## Task:
An exact restatement of the data below, with the pictures removed, is the required answer.

○ ○ ○ ○ ○ ○ ○

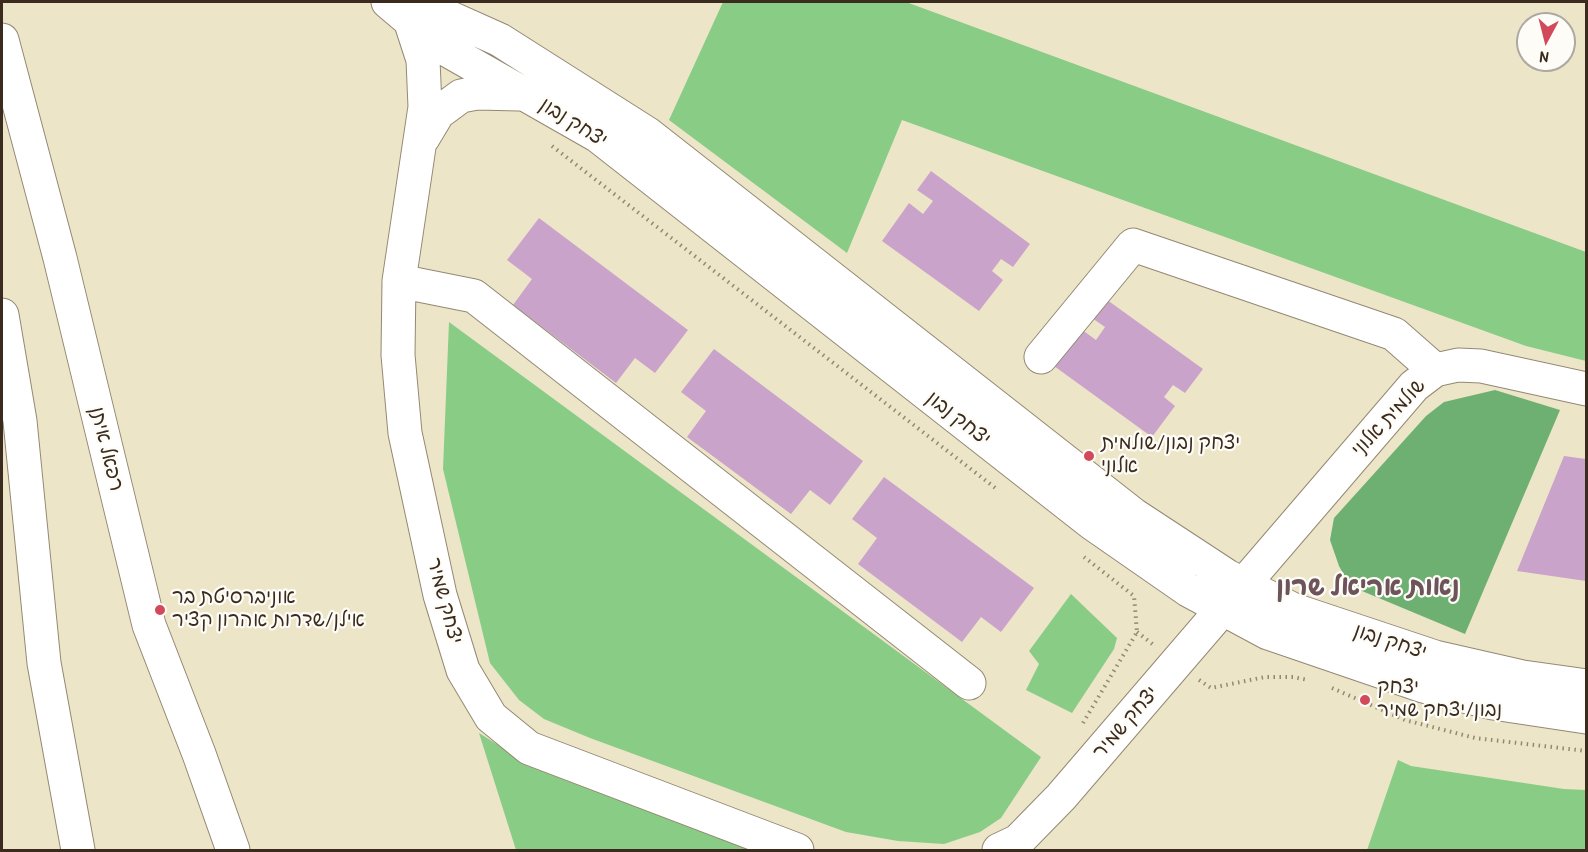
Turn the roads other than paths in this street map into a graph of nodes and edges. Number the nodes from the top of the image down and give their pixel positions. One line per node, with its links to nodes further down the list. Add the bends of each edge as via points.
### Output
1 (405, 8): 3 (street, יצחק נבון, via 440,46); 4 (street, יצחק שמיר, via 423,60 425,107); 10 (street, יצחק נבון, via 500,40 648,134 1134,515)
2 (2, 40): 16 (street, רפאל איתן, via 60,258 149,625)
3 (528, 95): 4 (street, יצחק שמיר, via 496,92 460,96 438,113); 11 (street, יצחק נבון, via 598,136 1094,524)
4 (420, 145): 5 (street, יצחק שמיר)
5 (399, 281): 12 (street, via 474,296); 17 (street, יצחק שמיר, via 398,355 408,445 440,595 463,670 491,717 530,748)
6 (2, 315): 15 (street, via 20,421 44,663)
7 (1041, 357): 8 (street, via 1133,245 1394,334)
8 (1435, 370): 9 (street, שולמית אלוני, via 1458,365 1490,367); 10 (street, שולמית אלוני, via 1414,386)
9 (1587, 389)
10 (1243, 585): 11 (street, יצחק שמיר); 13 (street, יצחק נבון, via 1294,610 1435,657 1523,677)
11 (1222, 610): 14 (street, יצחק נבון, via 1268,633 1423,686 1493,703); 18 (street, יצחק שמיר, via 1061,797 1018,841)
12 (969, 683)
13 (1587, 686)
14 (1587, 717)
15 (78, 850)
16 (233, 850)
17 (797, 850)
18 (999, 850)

○ ○ ○ ○ ○ ○ ○

## Response to the task:
Turn the roads other than paths in this street map into a graph of nodes and edges. Number the nodes from the top of the image down and give their pixel positions. One line per node, with its links to nodes further down the list. Add the bends of each edge as via points.
### Output
1 (405, 8): 3 (street, יצחק נבון, via 440,46); 4 (street, יצחק שמיר, via 423,60 425,107); 10 (street, יצחק נבון, via 500,40 648,134 1134,515)
2 (2, 40): 16 (street, רפאל איתן, via 60,258 149,625)
3 (528, 95): 4 (street, יצחק שמיר, via 496,92 460,96 438,113); 11 (street, יצחק נבון, via 598,136 1094,524)
4 (420, 145): 5 (street, יצחק שמיר)
5 (399, 281): 12 (street, via 474,296); 17 (street, יצחק שמיר, via 398,355 408,445 440,595 463,670 491,717 530,748)
6 (2, 315): 15 (street, via 20,421 44,663)
7 (1041, 357): 8 (street, via 1133,245 1394,334)
8 (1435, 370): 9 (street, שולמית אלוני, via 1458,365 1490,367); 10 (street, שולמית אלוני, via 1414,386)
9 (1587, 389)
10 (1243, 585): 11 (street, יצחק שמיר); 13 (street, יצחק נבון, via 1294,610 1435,657 1523,677)
11 (1222, 610): 14 (street, יצחק נבון, via 1268,633 1423,686 1493,703); 18 (street, יצחק שמיר, via 1061,797 1018,841)
12 (969, 683)
13 (1587, 686)
14 (1587, 717)
15 (78, 850)
16 (233, 850)
17 (797, 850)
18 (999, 850)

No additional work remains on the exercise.